Byres was a member of a family of Scottish Jacobite sympathisers. As a young man he joined Ogilvie's Regiment in the French service, but did not pursue a military career for long. In 1758 he settled in Rome, where he studied painting and architecture and became a cicerone and an art dealer, mainly to Scottish and English gentlemen on the Grand Tour until his return to Scotland in 1790. His house was in Via Paolina.

Byres was a painter and an adept designer, whose Vanvitellian design for a palazzo facade won a prize from the Accademia di San Luca in 1762. As an architect, his clients included the Duke of Gordon, Sir Lawrence Dundas and the College of Physicians in Edinburgh. In Rome members of his circle were drawn by Angelica Kauffman in a sketchbook she used from 1762 to 1764: the portraits include the English painter Nathaniel Dance, Gavin Hamilton, and the abbé Peter Grant. By 1764 he was so well acquainted with the ancient sites and the cabinets of collectors that he took about a party of colonial Americans, including Samuel Powel of Philadelphia, who unlike his British peers, took assiduous notes. Other clients in his role as cicerone included Edward Gibbon, Charles Townley, the Dukes of Northumberland and Grafton, the Duke of Hamilton and Lord Clive. Byres, as well as some others British residents in Rome such as Thomas Jenkins and Colin Morison, worked as an art dealer, working with important European collectors. In Rome, Byres lived with his business partner, the engraver Christopher Norton.

William Constable purchased from Byres many of the Italian paintings and marble copies after Roman sculptures at Burton Constable, Yorkshire, and Byres was responsible for introducing the artist Anton Maron, who painted William Constable and his sister in the pose and dress of Cato and Marcia. Among the antiquities that passed through his hands, the most famous may be the Portland Vase, which he sold to Sir William Hamilton in 1770. Among the commissions for which he acted as agent was the Noli me Tangere of Raphael Mengs, 1771, for an altarpiece for All Souls College, 1771.

In 1783 he was one of the founder members of the Royal Society of Edinburgh.

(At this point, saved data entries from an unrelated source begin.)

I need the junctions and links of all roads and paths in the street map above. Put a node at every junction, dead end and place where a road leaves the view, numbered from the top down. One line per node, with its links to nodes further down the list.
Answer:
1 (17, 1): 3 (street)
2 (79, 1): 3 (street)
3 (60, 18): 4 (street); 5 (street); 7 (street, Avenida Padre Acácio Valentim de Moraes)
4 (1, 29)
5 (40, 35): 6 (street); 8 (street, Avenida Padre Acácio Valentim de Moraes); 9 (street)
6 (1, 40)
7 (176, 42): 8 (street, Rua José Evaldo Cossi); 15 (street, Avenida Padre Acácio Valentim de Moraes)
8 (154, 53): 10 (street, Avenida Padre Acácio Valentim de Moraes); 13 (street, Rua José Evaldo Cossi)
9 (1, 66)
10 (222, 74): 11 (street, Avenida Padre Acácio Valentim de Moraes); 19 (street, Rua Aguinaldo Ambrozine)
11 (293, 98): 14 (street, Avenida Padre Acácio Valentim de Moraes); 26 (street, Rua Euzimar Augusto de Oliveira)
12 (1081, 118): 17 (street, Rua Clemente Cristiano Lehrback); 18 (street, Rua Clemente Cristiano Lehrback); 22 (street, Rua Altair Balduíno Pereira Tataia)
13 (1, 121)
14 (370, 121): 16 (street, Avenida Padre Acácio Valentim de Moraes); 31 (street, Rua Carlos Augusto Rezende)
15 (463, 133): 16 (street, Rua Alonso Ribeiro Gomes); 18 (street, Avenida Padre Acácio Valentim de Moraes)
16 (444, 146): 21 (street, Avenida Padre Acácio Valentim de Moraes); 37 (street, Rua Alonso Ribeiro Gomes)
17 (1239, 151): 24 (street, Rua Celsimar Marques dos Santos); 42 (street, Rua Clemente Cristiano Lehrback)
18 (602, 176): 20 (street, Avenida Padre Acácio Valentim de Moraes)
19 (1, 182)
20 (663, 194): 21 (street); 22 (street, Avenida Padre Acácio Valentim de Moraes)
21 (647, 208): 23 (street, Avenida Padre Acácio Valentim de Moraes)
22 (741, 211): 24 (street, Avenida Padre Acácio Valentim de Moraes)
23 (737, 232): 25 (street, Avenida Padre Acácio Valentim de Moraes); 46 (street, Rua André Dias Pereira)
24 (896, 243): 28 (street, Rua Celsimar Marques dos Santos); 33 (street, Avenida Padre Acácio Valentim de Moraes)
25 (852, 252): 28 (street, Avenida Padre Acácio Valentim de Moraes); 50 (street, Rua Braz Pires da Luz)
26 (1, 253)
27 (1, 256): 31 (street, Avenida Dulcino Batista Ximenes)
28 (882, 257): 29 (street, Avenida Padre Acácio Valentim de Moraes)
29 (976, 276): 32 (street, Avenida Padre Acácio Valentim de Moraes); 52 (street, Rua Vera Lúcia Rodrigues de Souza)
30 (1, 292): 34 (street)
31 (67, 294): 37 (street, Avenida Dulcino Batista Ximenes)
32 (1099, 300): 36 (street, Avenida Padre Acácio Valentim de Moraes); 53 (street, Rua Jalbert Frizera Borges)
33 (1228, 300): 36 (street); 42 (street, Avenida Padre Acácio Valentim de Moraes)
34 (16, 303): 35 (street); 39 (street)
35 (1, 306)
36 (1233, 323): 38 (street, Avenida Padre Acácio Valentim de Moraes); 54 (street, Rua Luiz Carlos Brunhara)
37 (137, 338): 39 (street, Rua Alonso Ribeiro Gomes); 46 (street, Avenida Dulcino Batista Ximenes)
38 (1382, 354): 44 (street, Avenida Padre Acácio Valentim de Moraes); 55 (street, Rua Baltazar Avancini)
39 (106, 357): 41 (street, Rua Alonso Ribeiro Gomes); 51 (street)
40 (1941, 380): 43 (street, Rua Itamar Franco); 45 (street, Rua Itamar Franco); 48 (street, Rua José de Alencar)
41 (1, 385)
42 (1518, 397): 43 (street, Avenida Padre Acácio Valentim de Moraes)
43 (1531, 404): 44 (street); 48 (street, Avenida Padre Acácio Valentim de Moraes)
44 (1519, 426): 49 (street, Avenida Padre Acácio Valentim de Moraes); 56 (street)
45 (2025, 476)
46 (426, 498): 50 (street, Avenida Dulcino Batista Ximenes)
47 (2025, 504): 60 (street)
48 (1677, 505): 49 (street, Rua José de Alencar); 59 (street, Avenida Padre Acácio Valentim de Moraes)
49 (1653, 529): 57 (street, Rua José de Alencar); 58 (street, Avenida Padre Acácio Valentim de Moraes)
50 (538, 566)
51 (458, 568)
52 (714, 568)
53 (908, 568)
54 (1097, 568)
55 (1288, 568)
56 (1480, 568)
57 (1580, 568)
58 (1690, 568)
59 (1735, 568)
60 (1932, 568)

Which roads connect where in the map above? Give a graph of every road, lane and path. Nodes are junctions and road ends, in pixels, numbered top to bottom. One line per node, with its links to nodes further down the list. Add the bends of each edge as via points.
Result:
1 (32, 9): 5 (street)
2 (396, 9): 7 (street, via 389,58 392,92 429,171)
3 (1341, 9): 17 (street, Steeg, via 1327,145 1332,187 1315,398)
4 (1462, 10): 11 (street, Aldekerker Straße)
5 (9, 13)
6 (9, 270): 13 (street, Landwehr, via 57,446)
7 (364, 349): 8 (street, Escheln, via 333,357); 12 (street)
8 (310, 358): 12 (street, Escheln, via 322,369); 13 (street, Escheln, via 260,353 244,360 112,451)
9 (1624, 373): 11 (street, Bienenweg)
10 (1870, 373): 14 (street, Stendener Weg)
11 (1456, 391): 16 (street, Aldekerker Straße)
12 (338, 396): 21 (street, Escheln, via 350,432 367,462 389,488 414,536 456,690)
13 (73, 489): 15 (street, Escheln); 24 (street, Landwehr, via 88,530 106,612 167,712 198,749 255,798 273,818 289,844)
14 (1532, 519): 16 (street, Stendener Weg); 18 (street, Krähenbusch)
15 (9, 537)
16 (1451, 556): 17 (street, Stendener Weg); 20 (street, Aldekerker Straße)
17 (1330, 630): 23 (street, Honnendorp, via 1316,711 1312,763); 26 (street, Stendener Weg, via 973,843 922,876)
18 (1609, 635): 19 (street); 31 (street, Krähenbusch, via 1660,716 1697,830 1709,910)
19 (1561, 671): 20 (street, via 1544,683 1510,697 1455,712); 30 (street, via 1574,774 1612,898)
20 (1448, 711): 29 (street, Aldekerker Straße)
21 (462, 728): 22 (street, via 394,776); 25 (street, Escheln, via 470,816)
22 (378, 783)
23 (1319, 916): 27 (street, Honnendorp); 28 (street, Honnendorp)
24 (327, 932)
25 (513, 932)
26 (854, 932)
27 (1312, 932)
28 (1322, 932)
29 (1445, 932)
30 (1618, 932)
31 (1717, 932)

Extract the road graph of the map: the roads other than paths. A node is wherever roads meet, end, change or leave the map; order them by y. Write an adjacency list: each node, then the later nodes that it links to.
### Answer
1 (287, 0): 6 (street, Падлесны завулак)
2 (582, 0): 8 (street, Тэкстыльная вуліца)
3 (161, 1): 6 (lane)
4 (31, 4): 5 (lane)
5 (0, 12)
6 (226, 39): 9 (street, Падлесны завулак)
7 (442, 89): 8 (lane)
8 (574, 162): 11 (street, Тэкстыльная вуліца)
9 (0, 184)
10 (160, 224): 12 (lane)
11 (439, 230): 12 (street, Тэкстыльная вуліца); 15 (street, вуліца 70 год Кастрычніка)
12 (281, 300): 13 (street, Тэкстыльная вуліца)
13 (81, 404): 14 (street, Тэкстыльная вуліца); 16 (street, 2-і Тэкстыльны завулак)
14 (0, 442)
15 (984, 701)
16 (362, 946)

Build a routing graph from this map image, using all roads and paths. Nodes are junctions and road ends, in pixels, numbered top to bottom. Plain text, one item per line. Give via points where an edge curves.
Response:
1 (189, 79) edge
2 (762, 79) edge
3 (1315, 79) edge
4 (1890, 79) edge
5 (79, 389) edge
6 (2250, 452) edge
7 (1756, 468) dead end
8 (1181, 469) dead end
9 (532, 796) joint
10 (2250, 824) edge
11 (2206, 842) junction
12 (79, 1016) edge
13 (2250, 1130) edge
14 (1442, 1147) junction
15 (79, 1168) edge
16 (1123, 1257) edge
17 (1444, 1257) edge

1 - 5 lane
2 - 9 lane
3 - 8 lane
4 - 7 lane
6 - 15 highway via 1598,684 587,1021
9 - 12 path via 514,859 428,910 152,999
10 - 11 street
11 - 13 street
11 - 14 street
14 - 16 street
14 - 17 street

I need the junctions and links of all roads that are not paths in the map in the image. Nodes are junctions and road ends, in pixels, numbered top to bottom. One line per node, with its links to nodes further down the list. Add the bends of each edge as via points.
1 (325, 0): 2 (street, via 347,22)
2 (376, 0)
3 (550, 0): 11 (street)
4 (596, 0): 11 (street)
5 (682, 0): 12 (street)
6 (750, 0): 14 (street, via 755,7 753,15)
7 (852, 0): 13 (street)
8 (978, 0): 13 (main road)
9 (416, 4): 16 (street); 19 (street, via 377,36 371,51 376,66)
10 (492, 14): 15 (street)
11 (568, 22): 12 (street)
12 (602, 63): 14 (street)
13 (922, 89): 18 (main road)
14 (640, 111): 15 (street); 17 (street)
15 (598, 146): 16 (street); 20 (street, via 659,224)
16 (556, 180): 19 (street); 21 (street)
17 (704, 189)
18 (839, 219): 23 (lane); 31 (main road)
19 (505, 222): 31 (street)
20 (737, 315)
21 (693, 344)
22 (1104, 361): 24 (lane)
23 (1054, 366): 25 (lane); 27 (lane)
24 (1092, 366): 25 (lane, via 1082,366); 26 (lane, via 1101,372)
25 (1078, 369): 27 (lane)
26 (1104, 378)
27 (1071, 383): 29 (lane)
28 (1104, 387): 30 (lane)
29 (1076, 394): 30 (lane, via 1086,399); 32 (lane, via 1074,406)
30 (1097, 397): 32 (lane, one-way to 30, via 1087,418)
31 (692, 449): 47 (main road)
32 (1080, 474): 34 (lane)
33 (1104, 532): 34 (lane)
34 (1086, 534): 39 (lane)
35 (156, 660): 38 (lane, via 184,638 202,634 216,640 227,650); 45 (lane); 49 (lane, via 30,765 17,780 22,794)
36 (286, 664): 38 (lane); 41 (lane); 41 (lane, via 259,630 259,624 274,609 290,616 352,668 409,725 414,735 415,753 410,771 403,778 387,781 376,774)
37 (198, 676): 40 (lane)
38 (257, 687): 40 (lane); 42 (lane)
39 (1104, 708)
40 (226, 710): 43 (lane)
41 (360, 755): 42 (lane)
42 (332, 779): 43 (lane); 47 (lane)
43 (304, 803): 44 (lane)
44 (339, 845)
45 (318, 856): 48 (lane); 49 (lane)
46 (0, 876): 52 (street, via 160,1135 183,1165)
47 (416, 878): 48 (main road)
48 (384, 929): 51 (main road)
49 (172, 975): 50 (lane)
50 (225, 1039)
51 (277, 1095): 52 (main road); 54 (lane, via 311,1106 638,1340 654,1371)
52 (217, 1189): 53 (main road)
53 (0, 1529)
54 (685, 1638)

A clear idea of his own collection can be gleaned from a 1790 inventory made upon his return to Tonley. Though he sent many of his clients to Pompeo Batoni, the only Batoni portrait hanging in his house was of his sister Isabella, Mrs Robert Sandilands.

As an archaeologist, Byres' main interest was in the Etruscans. He prepared a volume of text and plates of which only the plates were posthumously published under the title Hypogaei or Sepulchral Caverns of Tarquinia. He formulated the hypothesis that Etruscan literature has not come down to us because it was purposely destroyed by the Romans.

After the French occupation of Rome in 1788 many of the artworks and antiquities Byres owned were sent to the Magazin National de la Republique Francaise in Paris. Before he left the city in 1790 he made a payment to the maître d'hôtel of Henry Benedict Stuart, Cardinal York in favour of the Duchess of Albany, illegitimate daughter of Bonnie Prince Charlie, so it may be inferred that his Jacobite sensibility ran deep. Byres was close friends with Elyza Fraser.

He died at Tonley in Aberdeenshire on 3 September 1817.